[Stored items]
"""

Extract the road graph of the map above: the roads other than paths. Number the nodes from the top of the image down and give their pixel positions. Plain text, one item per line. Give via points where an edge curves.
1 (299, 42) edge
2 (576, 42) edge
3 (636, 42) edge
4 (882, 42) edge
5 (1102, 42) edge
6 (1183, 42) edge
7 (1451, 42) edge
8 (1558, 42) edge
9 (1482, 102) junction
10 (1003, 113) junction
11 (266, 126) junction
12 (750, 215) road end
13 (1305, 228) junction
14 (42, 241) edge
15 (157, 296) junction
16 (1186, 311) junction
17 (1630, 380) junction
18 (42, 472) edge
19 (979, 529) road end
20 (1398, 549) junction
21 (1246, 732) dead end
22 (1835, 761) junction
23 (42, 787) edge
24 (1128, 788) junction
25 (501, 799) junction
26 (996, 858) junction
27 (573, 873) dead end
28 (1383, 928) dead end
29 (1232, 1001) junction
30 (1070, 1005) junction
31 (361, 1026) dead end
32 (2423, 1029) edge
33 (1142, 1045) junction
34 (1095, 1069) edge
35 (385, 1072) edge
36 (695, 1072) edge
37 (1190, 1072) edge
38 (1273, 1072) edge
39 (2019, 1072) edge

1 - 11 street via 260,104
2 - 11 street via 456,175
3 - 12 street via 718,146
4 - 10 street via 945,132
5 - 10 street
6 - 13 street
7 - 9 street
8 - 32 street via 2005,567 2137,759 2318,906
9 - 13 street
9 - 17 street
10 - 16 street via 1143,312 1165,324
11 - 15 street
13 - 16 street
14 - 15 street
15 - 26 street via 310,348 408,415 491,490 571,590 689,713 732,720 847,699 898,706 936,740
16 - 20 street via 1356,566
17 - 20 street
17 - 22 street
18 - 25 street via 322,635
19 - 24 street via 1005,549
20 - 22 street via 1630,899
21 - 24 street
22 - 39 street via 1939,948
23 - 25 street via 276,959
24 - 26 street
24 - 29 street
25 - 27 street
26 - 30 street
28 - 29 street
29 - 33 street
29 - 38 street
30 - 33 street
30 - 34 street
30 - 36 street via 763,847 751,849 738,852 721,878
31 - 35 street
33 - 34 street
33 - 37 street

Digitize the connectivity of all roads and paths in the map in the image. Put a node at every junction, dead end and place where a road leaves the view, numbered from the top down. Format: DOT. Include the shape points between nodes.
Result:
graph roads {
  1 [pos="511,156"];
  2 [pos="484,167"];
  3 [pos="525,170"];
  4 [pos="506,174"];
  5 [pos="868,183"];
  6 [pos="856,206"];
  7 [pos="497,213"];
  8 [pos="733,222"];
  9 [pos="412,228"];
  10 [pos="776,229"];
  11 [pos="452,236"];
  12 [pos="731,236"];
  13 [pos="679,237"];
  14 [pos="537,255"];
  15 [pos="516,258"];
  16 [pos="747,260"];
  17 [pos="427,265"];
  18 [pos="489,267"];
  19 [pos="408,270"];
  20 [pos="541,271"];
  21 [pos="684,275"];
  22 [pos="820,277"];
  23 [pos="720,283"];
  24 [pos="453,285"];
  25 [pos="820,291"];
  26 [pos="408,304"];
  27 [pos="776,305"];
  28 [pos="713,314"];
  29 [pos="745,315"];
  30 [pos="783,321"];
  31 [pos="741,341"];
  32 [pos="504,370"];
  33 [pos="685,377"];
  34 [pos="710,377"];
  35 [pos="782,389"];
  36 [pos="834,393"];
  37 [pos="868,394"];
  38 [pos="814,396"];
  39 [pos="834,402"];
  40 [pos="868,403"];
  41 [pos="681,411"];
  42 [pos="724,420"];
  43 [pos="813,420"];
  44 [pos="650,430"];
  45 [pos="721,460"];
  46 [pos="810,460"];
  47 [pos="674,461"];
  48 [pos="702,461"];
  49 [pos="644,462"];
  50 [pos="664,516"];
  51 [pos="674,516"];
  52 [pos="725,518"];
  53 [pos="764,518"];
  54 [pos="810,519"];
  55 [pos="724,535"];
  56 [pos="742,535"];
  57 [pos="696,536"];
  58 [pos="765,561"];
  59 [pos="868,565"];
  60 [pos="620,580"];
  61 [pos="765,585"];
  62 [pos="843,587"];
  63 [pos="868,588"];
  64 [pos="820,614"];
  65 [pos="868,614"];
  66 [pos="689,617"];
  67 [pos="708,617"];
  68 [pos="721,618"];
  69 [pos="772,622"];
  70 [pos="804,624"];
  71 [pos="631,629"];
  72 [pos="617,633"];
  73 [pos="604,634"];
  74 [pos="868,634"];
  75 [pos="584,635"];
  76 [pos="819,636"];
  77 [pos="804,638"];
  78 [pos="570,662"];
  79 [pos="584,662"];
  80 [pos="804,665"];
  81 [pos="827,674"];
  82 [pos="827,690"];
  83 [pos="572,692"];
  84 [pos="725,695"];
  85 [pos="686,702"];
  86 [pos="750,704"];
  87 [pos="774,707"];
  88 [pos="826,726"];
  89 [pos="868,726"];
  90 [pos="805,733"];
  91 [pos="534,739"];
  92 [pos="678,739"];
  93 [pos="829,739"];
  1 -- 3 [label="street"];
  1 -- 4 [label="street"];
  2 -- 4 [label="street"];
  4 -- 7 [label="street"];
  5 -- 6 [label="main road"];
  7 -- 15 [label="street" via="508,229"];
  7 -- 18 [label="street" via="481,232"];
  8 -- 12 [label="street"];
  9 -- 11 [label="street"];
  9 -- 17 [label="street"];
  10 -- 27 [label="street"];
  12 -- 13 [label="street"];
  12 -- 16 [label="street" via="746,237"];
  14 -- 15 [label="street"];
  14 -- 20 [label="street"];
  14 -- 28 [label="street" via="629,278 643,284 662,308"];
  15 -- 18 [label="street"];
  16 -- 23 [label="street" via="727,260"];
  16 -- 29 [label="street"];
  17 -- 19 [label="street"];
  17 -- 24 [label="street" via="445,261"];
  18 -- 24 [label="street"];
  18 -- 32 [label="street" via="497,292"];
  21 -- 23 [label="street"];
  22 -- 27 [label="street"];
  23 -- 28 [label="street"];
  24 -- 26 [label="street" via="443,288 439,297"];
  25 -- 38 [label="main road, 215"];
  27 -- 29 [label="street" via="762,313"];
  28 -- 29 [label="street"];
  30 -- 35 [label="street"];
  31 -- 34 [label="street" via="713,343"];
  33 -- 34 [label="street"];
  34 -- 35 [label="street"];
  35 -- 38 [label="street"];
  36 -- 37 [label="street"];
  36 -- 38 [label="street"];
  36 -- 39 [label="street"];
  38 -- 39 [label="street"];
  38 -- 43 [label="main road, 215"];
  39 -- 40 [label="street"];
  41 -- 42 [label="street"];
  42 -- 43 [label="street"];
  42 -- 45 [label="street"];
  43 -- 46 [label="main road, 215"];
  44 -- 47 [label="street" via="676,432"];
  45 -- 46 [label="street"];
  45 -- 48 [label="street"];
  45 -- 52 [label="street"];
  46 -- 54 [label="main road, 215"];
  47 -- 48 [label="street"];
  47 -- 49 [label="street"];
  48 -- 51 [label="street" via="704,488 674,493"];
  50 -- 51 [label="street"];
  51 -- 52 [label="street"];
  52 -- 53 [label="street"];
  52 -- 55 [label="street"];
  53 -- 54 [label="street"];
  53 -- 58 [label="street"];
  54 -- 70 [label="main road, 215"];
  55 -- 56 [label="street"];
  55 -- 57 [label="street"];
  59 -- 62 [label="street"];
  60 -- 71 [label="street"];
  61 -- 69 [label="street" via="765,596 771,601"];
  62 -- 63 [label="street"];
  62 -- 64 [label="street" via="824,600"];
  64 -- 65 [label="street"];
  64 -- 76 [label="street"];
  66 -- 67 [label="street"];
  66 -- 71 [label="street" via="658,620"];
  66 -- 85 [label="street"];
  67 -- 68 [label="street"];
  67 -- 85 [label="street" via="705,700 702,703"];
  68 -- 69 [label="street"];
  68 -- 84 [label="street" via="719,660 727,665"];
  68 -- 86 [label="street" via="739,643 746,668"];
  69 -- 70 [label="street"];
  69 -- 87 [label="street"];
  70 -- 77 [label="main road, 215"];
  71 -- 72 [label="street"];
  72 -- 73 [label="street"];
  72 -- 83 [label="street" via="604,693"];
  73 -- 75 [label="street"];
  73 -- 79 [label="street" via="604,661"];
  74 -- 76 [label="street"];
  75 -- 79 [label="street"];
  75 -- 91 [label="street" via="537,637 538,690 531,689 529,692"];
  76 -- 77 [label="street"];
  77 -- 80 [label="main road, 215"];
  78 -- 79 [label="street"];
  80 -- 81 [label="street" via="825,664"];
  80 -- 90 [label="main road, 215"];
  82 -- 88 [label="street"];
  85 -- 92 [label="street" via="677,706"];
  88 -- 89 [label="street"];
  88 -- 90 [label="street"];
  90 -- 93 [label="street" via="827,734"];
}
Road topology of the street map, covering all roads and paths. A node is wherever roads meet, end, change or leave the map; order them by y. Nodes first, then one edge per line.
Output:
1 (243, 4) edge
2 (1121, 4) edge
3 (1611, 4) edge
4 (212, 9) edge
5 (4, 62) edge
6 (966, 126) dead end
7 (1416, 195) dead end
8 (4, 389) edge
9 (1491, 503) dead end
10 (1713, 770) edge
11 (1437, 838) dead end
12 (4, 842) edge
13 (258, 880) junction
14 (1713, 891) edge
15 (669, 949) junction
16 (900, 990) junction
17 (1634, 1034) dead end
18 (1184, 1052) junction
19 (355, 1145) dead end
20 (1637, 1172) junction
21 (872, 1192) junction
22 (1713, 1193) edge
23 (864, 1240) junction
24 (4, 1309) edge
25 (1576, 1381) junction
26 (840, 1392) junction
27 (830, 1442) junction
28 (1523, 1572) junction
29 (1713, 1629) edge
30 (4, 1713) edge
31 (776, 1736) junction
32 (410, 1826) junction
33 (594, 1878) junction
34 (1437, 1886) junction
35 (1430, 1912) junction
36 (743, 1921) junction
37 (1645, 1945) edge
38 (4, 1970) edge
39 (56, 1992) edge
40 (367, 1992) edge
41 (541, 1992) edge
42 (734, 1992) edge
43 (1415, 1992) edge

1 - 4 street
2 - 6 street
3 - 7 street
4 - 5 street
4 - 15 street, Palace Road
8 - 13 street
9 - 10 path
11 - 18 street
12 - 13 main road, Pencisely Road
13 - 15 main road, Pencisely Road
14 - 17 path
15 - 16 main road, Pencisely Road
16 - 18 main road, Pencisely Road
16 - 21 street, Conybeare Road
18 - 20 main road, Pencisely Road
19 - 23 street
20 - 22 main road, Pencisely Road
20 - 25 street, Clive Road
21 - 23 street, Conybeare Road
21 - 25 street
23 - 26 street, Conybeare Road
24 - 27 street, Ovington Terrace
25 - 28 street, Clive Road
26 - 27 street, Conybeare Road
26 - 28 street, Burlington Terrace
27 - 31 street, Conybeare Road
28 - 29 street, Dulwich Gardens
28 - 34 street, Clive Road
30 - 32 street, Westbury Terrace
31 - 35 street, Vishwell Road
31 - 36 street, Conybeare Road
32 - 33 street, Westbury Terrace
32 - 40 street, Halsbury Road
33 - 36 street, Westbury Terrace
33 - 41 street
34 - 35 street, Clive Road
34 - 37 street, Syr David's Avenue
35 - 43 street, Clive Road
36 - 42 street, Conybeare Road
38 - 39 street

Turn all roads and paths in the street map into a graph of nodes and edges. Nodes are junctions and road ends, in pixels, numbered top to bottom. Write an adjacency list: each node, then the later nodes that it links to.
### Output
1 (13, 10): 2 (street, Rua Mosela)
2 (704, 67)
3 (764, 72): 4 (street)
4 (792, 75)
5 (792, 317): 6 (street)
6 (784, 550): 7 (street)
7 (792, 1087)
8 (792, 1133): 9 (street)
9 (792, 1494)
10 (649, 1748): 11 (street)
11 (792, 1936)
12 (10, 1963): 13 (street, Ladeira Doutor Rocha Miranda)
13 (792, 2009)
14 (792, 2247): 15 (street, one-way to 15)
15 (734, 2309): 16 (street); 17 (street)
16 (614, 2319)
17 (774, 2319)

"""

Exercise aim:
Show the lines from the data above that contain the string "Westbury".

Exercise solution:
30 - 32 street, Westbury Terrace
32 - 33 street, Westbury Terrace
33 - 36 street, Westbury Terrace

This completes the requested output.